To take a gratifying, low-paying job or a well-paid corporate position, to get married or play the field, to move across the country or stay put: The fact that most people face such choices at some point in their lives doesn’t make them any easier. No one knows the dilemma better than law students, who are poised to enter a competitive job market after staking years of study on their chosen field.
When faced with a tough choice, we already have the cognitive tools we need to make the right decision, Daniel Gilbert, professor of psychology at Harvard and host of the PBS series “This Emotional Life,” told a Harvard Law School (HLS) audience on Feb. 16. The hard part is overcoming the tricks our minds play on us that render rational decision-making nearly impossible.

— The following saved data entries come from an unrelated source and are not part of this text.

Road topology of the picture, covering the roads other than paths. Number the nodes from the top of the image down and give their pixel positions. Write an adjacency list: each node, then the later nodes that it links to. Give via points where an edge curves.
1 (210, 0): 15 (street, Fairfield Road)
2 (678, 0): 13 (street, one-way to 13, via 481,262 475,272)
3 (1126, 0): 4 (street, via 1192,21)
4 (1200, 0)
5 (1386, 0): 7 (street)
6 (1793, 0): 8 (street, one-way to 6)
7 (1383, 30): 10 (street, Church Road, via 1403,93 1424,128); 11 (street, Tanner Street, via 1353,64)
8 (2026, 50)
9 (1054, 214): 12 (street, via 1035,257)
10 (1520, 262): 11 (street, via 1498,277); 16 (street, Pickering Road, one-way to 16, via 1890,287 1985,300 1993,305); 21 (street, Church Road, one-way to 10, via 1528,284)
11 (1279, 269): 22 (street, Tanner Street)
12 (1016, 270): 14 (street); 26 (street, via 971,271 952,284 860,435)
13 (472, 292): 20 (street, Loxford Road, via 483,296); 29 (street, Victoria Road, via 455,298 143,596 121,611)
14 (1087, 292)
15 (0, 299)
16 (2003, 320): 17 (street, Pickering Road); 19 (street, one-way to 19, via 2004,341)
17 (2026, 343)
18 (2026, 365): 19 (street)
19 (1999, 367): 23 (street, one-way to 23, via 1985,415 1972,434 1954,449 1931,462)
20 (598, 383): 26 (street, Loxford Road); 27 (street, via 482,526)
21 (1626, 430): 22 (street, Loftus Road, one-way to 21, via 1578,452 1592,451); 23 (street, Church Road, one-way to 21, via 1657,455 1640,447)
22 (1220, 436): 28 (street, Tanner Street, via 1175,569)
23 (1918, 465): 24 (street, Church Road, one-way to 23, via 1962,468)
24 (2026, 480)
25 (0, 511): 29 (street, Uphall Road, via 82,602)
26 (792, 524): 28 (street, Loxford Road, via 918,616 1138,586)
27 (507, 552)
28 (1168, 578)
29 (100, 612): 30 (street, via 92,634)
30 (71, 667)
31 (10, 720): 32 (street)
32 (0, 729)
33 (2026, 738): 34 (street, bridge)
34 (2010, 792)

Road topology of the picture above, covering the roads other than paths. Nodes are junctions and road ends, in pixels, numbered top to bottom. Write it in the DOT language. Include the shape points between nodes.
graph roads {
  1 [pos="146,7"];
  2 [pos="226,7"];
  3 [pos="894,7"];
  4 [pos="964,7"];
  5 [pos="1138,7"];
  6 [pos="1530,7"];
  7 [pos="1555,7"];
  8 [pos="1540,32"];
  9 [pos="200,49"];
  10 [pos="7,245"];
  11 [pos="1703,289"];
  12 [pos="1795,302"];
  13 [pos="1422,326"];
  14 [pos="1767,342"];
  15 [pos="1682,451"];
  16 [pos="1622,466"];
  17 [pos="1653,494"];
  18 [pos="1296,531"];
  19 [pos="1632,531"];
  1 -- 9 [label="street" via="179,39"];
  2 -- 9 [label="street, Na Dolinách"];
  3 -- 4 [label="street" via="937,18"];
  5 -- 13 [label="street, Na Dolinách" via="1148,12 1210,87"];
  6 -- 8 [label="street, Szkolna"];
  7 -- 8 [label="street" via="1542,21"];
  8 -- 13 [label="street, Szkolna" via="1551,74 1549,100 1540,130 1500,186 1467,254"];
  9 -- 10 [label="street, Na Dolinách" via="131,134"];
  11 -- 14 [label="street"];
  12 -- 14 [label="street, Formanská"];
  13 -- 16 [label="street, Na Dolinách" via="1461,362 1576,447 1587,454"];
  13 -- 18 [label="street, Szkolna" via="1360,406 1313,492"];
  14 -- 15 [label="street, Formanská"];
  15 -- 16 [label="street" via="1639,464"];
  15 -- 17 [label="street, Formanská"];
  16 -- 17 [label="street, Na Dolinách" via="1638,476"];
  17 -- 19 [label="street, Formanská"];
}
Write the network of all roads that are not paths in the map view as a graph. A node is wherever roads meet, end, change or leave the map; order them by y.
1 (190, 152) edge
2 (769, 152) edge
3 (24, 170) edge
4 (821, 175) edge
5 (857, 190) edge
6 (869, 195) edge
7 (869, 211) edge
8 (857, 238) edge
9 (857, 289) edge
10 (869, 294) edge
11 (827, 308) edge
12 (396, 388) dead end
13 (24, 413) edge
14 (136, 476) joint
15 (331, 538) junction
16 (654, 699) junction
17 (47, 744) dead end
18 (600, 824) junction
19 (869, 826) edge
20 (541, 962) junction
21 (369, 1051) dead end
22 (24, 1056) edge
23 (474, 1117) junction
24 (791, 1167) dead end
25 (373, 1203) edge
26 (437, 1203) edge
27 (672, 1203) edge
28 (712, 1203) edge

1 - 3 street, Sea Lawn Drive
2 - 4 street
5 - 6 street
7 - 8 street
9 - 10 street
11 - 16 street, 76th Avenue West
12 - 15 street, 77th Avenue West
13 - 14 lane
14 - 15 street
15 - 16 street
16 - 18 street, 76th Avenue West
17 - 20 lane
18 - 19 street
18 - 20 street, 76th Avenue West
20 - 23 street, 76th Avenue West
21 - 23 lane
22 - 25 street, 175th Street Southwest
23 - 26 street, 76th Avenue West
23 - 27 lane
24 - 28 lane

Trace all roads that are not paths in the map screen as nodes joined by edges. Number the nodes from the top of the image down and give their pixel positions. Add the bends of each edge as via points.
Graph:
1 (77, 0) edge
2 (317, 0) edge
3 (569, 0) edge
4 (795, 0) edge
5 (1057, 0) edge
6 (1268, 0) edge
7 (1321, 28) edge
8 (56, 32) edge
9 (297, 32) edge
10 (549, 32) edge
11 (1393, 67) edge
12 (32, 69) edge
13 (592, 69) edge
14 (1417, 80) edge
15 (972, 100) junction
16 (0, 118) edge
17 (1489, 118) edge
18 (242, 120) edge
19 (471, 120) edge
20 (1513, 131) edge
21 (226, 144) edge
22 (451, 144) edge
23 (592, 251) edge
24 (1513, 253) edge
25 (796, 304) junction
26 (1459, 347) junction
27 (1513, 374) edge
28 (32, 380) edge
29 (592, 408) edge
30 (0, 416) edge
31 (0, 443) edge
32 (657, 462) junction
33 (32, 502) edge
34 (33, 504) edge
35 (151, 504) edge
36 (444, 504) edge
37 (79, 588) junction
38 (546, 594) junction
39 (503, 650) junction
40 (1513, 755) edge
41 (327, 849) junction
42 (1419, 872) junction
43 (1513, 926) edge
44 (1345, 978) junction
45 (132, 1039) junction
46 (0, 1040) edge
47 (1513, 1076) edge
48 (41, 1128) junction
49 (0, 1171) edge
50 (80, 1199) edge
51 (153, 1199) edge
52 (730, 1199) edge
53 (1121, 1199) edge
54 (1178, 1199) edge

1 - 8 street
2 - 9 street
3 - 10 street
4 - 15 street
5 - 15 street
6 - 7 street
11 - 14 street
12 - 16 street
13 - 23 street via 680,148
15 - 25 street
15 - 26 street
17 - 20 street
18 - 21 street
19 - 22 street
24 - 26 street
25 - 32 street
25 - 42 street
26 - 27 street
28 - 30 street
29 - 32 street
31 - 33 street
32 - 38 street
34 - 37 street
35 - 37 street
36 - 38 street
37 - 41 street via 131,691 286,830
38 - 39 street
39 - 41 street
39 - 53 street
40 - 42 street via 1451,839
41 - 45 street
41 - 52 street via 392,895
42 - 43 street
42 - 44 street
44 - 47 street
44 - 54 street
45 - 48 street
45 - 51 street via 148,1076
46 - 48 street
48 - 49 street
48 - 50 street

Gilbert’s talk, titled “How To Do Precisely the Right Thing at All Possible Times,” was part of Living Well in the Law, a new program sponsored by the HLS Dean of Students Office that aims to help law students consider their personal and professional development beyond the fast track of summer associate positions and big-law job offers.
There is a relatively simple equation for figuring out the best course of action in any situation, Gilbert explained: What are the odds of a particular action getting you what you want, and how much do you value getting what you want? If you really want something, and you identify an action that will make it likely, then taking that action is a good move.
Unfortunately, Gilbert said, “these are also the two ways human beings screw up.”
First, he said, humans have a hard time estimating how likely we are to get what we want. “We know how to calculate odds [mathematically], but it’s not how we actually calculate odds,” he said.
We buy lottery tickets, because we “never see interviews with lottery losers.” If every one of the 170 million losing ticket holders were interviewed on television for 10 seconds apiece, we’d be having the image of losing drilled into our brains for 65 straight years, he said.
“When something’s easy to imagine, you think it’s more likely to happen,” he said.
For example, if asked to guess the number of annual deaths in the United States by firework accidents and storms versus asthma and drowning, most people will vastly overestimate the former and underestimate the latter. That’s because we don’t see headlines when someone dies of an asthma attack or drowns, Gilbert said. “It’s less available in your memory, but it is in fact more frequent.”
Then there’s the fact that we’re prone to irrational levels of optimism, a pattern that has been documented across all areas of life. Sports fans in every city believe their team has better-than-average odds of winning; the vast majority of people believe they’ll live to be 100.
A study of Harvard seniors, Gilbert gleefully reported, showed they on average believed they’d finish their theses within 28 to 48 days, but most likely within 33 — “a number virtually indistinguishable from their best-case scenario.” In reality, they complete their theses within 56 days on average.
Still, he said, calculating our odds of success is actually the easy part. “What’s really hard in life is knowing how much you’re going to value the thing you’re striving so hard to get,” he said.
When we consider buying a $2 cup of coffee at Starbucks, for example, we don’t compare the satisfaction of a morning caffeine jolt against the millions of other things we could purchase for $2. Rather, we compare the value of that cup of coffee against our own past experiences. If the same coffee only cost $1.50 yesterday, we might balk at paying $2 for it today.
“One of the problems with this bias, this tendency to pay attention to change, is that it’s hard to know if things really did change,” he said. “Whether things changed is often in the eye of the beholder.
“It turns out that every form of judgment works by comparison,” he said. “People shop by comparison.” Unfortunately, our comparisons are easily manipulated, and comparing one option with all other possible options is an impossible task.
Real estate companies, for example, show potential buyers “set-up properties,” rundown fixer-uppers that they actually own, to lower their clients’ expectations for houses that are actually for sale.
In his own lab, Gilbert’s research team had two groups of college students predict how much they would enjoy eating a bag of potato chips. The group that sat in a room with chocolates on display predicted they’d enjoy the chips less, while the second group — stuck in a room with the chips and a variety of canned meats — predicted much higher enjoyment of the salty snack.
But when the students rated their enjoyment of the chips while they were eating them, those differences disappeared. While their previous visual judgment was tainted by comparison, their judgment of the actual taste was not.
“The comparisons you make when you’re shopping are not the ones you’ll make after you’ve bought,” Gilbert said.
The human mind evolved to deal with different dilemmas than the ones we face today, Gilbert explained. Our ancestors weighed short-term consequences to ensure their survival, evolving a snap-judgment process that often serves us poorly when making long-term decisions such as buying a home, investing in the stock market, or making a cross-country move.
The brain “thinks like the old machine it is,” Gilbert said. “We are in some sense on a very ancient vessel, and we are sailing a very ancient sea.”
Still, he told his audience, we have the ability to overcome these evolutionary roadblocks to self-aware, smart decision-making, as long as we acknowledge our biases.
“We’ve been given that gift,” Gilbert said. “The question is, will we use it?”